**Exercise goal:**
If a line in the listing below has the string "Trail", copy it out.

**Exercise material:**
=== Section Start ===

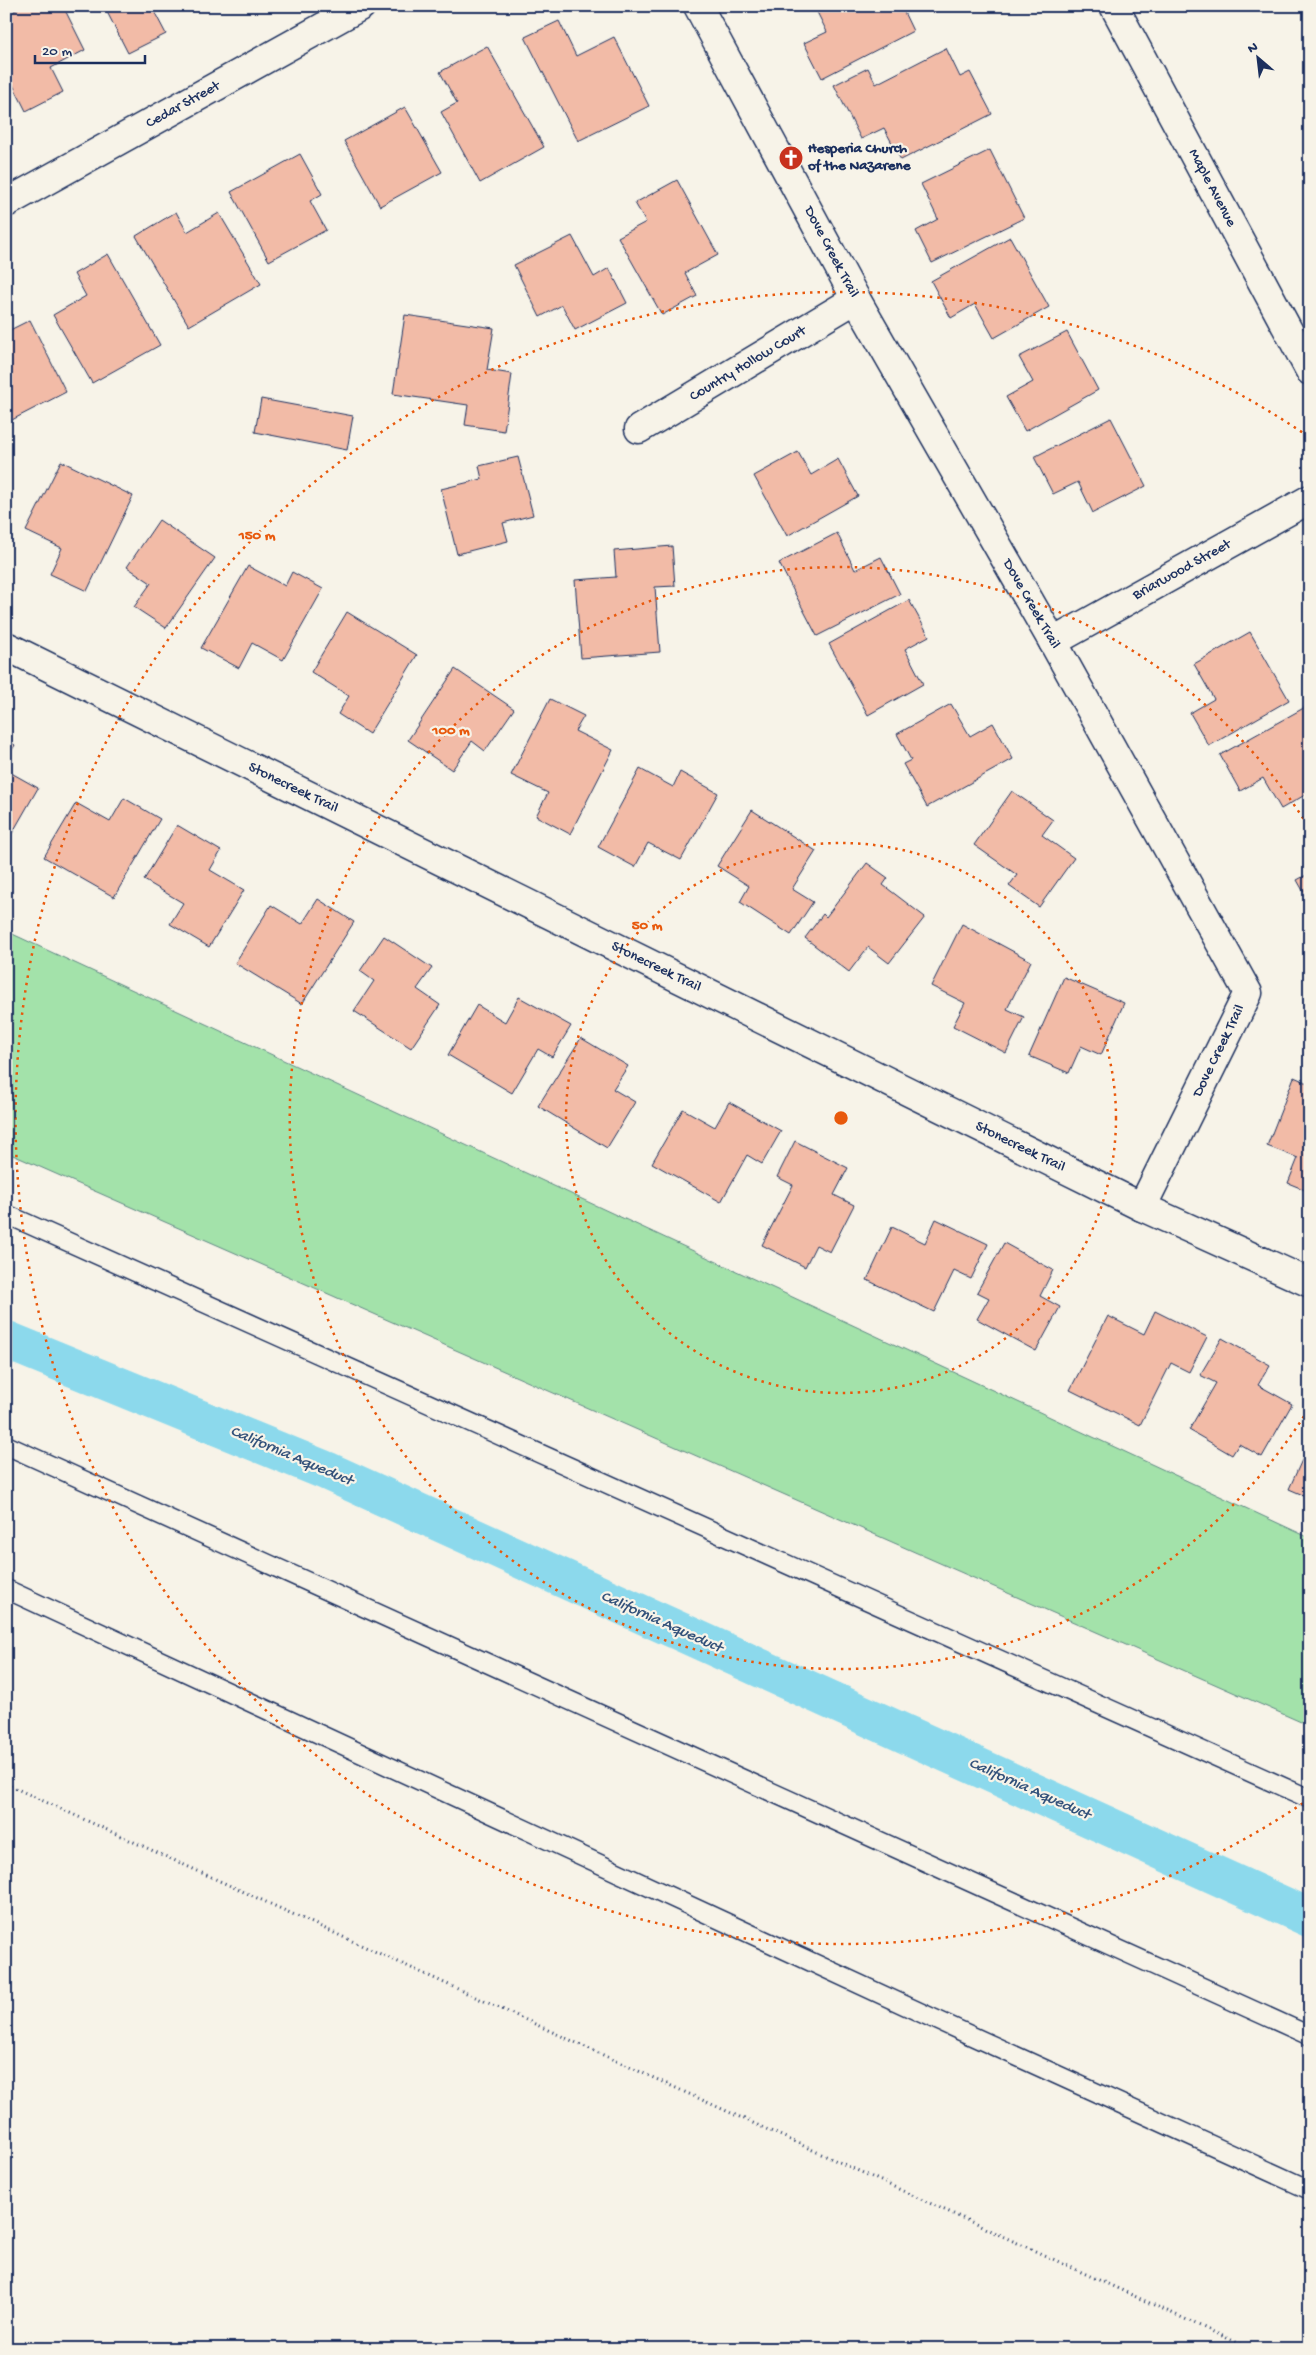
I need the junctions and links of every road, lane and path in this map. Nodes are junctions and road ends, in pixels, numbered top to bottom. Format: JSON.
{"nodes":[{"id":1,"x":361,"y":6,"type":"edge"},
{"id":2,"x":698,"y":6,"type":"edge"},
{"id":3,"x":1114,"y":6,"type":"edge"},
{"id":4,"x":6,"y":203,"type":"edge"},
{"id":5,"x":856,"y":299,"type":"junction"},
{"id":6,"x":1310,"y":371,"type":"edge"},
{"id":7,"x":639,"y":429,"type":"dead end"},
{"id":8,"x":1310,"y":498,"type":"edge"},
{"id":9,"x":1053,"y":642,"type":"junction"},
{"id":10,"x":6,"y":646,"type":"edge"},
{"id":11,"x":1142,"y":1207,"type":"junction"},
{"id":12,"x":6,"y":1214,"type":"edge"},
{"id":13,"x":1310,"y":1282,"type":"edge"},
{"id":14,"x":6,"y":1445,"type":"edge"},
{"id":15,"x":6,"y":1589,"type":"edge"},
{"id":16,"x":6,"y":1784,"type":"edge"},
{"id":17,"x":1310,"y":1799,"type":"edge"},
{"id":18,"x":1310,"y":2036,"type":"edge"},
{"id":19,"x":1310,"y":2190,"type":"edge"},
{"id":20,"x":1251,"y":2349,"type":"edge"}],
"edges":[{"from":1,"to":4,"type":"street","name":"Cedar Street"},
{"from":2,"to":5,"type":"street","name":"Dove Creek Trail"},
{"from":3,"to":6,"type":"street","name":"Maple Avenue"},
{"from":5,"to":7,"type":"street","name":"Country Hollow Court"},
{"from":5,"to":9,"type":"street","name":"Dove Creek Trail"},
{"from":8,"to":9,"type":"street","name":"Briarwood Street"},
{"from":9,"to":11,"type":"street","name":"Dove Creek Trail"},
{"from":10,"to":11,"type":"street","name":"Stonecreek Trail"},
{"from":11,"to":13,"type":"street","name":"Stonecreek Trail"},
{"from":12,"to":17,"type":"lane"},
{"from":14,"to":18,"type":"lane"},
{"from":15,"to":19,"type":"lane"},
{"from":16,"to":20,"type":"path"}]}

=== Section End ===

**Response below:**
{"from":2,"to":5,"type":"street","name":"Dove Creek Trail"},
{"from":5,"to":9,"type":"street","name":"Dove Creek Trail"},
{"from":9,"to":11,"type":"street","name":"Dove Creek Trail"},
{"from":10,"to":11,"type":"street","name":"Stonecreek Trail"},
{"from":11,"to":13,"type":"street","name":"Stonecreek Trail"},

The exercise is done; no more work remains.